The place where they start you out by default is some crowded and generally lame club. If that had been the first place I saw in SL, I probably wouldn’t have come back. Reminded me of my first experiences in vSide or IMVU. Why SL would want to start people out there, I dunno. Some theory about their Target Audience, I suppose.:P

But there are lots of other destinations, which aren’t nearly as lame. I was happy to see Inspire Space Park there. Next time I try this, when I am actually conscious, maybe I will go there. (In the picture, I am sitting in a placid spot in France 3D.)

It’s a subset of SL, function-wise. No inventory, no building, no map, didn’t see any general TP. You can walk, fly, chat, IM, and zoom and pan the camera, and change to a different premade AV; and as far as I can tell that’s it. Which makes SL seem alot like the comparatively uninteresting competitors that aren’t doing nearly as well as it is. But as long as people are eventually drawn deeper in…

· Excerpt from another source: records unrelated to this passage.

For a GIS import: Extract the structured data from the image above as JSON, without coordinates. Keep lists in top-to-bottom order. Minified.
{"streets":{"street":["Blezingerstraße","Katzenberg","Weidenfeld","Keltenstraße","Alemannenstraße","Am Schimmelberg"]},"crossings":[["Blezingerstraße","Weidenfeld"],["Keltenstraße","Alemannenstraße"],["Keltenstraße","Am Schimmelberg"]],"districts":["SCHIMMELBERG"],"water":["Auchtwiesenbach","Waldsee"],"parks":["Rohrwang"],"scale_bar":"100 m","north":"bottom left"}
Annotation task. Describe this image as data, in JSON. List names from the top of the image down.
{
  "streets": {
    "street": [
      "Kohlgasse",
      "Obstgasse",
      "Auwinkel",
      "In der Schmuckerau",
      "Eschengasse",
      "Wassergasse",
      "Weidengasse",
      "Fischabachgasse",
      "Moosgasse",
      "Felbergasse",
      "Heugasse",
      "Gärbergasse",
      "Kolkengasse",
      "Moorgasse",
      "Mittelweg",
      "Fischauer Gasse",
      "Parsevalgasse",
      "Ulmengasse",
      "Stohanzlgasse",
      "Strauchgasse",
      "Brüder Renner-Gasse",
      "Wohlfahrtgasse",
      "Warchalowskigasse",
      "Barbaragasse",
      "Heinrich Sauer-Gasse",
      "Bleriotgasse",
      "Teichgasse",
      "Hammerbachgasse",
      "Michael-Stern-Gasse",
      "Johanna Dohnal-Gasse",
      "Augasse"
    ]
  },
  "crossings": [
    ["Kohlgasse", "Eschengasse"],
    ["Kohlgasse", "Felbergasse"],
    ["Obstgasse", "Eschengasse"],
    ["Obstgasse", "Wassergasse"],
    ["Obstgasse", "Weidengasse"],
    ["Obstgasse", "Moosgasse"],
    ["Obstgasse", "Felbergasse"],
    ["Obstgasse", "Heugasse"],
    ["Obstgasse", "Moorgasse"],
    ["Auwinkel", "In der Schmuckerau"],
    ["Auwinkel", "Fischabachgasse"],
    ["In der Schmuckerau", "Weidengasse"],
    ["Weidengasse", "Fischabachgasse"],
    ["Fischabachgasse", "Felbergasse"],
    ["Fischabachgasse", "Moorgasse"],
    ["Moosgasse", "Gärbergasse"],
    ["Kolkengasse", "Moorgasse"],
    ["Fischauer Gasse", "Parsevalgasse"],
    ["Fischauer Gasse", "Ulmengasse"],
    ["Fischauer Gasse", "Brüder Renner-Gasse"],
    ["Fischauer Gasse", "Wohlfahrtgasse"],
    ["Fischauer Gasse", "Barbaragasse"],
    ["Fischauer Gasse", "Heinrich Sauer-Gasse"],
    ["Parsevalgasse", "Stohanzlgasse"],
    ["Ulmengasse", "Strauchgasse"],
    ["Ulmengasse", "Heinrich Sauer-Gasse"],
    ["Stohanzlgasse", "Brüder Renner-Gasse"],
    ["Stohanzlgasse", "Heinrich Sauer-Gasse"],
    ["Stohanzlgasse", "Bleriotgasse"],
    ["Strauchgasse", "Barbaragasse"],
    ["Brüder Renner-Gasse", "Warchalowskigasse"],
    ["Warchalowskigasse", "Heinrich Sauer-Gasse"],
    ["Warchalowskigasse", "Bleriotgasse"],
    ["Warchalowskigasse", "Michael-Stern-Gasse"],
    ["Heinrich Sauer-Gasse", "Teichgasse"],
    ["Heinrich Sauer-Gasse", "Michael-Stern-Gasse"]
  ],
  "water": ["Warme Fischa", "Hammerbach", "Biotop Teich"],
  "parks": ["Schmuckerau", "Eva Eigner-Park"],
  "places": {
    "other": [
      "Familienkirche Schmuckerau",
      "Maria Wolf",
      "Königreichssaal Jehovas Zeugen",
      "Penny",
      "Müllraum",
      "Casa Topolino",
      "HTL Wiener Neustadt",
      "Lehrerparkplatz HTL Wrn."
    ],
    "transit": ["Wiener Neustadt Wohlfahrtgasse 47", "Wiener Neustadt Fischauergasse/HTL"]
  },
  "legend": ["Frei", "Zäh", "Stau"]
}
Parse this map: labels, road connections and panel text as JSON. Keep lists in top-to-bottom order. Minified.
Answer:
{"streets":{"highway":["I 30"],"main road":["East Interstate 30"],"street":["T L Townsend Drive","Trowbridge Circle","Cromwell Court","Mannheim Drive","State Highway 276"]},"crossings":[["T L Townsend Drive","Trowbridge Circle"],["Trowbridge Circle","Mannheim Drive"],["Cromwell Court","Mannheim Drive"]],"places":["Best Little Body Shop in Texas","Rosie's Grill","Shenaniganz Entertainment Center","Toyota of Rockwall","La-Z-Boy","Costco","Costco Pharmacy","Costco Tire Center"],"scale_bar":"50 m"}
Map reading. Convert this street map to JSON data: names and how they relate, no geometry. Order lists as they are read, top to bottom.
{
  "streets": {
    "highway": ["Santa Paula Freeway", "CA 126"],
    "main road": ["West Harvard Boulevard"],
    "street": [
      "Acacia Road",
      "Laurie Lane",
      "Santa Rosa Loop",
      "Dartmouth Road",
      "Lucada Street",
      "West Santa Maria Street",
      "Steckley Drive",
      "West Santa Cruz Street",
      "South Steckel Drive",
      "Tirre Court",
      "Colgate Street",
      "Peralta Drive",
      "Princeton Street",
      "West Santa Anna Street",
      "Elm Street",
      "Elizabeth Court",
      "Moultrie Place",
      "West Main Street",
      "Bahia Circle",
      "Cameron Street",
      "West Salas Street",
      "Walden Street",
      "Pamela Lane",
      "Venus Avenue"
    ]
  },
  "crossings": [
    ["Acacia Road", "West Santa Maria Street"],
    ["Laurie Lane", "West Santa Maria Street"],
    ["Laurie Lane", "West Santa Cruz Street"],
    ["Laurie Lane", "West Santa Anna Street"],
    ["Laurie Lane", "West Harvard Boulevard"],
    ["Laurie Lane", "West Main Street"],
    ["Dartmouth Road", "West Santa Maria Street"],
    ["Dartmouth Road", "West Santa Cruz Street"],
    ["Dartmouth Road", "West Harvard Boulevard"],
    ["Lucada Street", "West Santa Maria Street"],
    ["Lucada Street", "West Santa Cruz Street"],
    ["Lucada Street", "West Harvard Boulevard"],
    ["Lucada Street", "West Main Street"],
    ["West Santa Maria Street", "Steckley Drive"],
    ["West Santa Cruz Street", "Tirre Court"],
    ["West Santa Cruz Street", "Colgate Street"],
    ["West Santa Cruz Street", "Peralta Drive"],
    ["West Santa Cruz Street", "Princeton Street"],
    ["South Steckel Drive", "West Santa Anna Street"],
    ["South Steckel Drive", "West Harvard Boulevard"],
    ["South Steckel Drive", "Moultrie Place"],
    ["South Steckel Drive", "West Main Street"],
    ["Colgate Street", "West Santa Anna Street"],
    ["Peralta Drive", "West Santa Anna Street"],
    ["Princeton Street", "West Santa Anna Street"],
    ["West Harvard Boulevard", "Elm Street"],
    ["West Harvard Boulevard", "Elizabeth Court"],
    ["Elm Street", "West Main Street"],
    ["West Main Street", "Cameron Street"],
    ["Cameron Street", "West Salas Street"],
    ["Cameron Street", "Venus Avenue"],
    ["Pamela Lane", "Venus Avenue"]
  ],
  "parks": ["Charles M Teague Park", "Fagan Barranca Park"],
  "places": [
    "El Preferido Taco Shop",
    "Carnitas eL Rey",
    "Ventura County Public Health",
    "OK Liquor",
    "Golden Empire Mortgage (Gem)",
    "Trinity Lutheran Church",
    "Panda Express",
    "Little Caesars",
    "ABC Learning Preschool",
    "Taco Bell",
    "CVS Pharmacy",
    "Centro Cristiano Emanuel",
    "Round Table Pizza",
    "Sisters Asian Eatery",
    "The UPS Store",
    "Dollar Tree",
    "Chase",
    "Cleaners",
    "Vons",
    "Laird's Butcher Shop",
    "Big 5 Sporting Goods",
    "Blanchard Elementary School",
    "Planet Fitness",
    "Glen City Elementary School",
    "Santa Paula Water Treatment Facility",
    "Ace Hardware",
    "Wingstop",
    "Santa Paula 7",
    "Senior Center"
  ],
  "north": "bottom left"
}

Anyway, fascinatin’! I must sleep now and stop pretending that I am conscious enough to be posting to the innertubes. But I thought I should make y’all aware of these Inneresting Developments! I am still wondering about the Business Model (i.e. they are maybe neat demos, but is it sustainable for Blue Mars and LL to basically pay for function equivalent to a high-end graphics card for every user?), but that is after all not really my field. We will see!